Checking for signs of trouble in network equipment to determine if it's compromised or malfunctioning
Checking for signs of trouble in network equipment to determine if it's compromised or malfunctioning
It can still be helpful since affecting the entire network suggests it might be broadcast traffic rather than a direct router hit. Best would be a managed switch reflecting NVR traffic to a PC for recording, or a PC equipped with two NICs handling the same path between NVR and switch.
I successfully resolved the issue and determined the NVR was acting maliciously. I obtained a switch capable of port mirroring and analyzed the traffic using Wireshark. The findings included DNS requests to unusual domains and repeated attempts to connect via TCP to an IP address from an obfuscation service. These domains were linked to a trojan/bot analysis. Since the NVR wasn't responding to queries and no TCP connections were established, it's likely the control server was blocked or taken down. I may need to scan the entire network for similar traffic if the trojan has spread. Thanks for your support, especially Alex. I hadn't realized affordable switches with port mirroring existed before you mentioned them.
The DVR is a specific brand and model, but I don't have its exact details.

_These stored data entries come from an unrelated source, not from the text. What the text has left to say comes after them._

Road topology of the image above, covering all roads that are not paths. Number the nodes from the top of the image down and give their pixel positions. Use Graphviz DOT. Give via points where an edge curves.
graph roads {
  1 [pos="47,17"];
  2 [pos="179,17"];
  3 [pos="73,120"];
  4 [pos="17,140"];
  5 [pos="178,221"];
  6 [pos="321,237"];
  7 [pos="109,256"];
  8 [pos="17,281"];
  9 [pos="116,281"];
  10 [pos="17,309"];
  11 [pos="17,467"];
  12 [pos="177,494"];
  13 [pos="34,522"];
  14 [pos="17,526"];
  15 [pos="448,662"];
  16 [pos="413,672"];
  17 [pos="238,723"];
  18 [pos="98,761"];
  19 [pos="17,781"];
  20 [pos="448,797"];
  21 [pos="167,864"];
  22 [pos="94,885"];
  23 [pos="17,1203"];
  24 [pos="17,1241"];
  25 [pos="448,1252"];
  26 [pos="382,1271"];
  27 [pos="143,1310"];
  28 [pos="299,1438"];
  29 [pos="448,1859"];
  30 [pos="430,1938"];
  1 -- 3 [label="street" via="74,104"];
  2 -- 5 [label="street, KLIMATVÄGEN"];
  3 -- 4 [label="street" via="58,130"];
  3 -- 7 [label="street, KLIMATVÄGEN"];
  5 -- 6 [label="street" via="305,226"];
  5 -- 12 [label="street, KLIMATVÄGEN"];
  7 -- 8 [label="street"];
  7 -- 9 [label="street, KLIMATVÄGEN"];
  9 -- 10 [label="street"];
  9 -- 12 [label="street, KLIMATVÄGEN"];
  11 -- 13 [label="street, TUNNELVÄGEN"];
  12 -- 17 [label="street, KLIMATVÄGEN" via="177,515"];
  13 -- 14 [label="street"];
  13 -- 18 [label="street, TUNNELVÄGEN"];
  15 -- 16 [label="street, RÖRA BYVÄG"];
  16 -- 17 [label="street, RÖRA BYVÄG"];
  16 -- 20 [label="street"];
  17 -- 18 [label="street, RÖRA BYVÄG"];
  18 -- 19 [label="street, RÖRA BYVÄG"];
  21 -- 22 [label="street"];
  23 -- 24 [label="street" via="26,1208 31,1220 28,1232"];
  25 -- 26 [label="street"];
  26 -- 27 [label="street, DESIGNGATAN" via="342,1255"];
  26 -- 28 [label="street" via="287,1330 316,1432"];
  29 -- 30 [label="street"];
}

If you need more information, you might want to check the product documentation or contact the manufacturer.
It's a Linux-based system with an x86 processor. The setup was poorly secured—exposed HTTP port and default credentials—which explains the incident. Clearly, many mistakes were made during configuration. This device isn't entirely trustworthy, even though it seems suspicious on its own. It's a DIGIEVER DS-4205 Pro.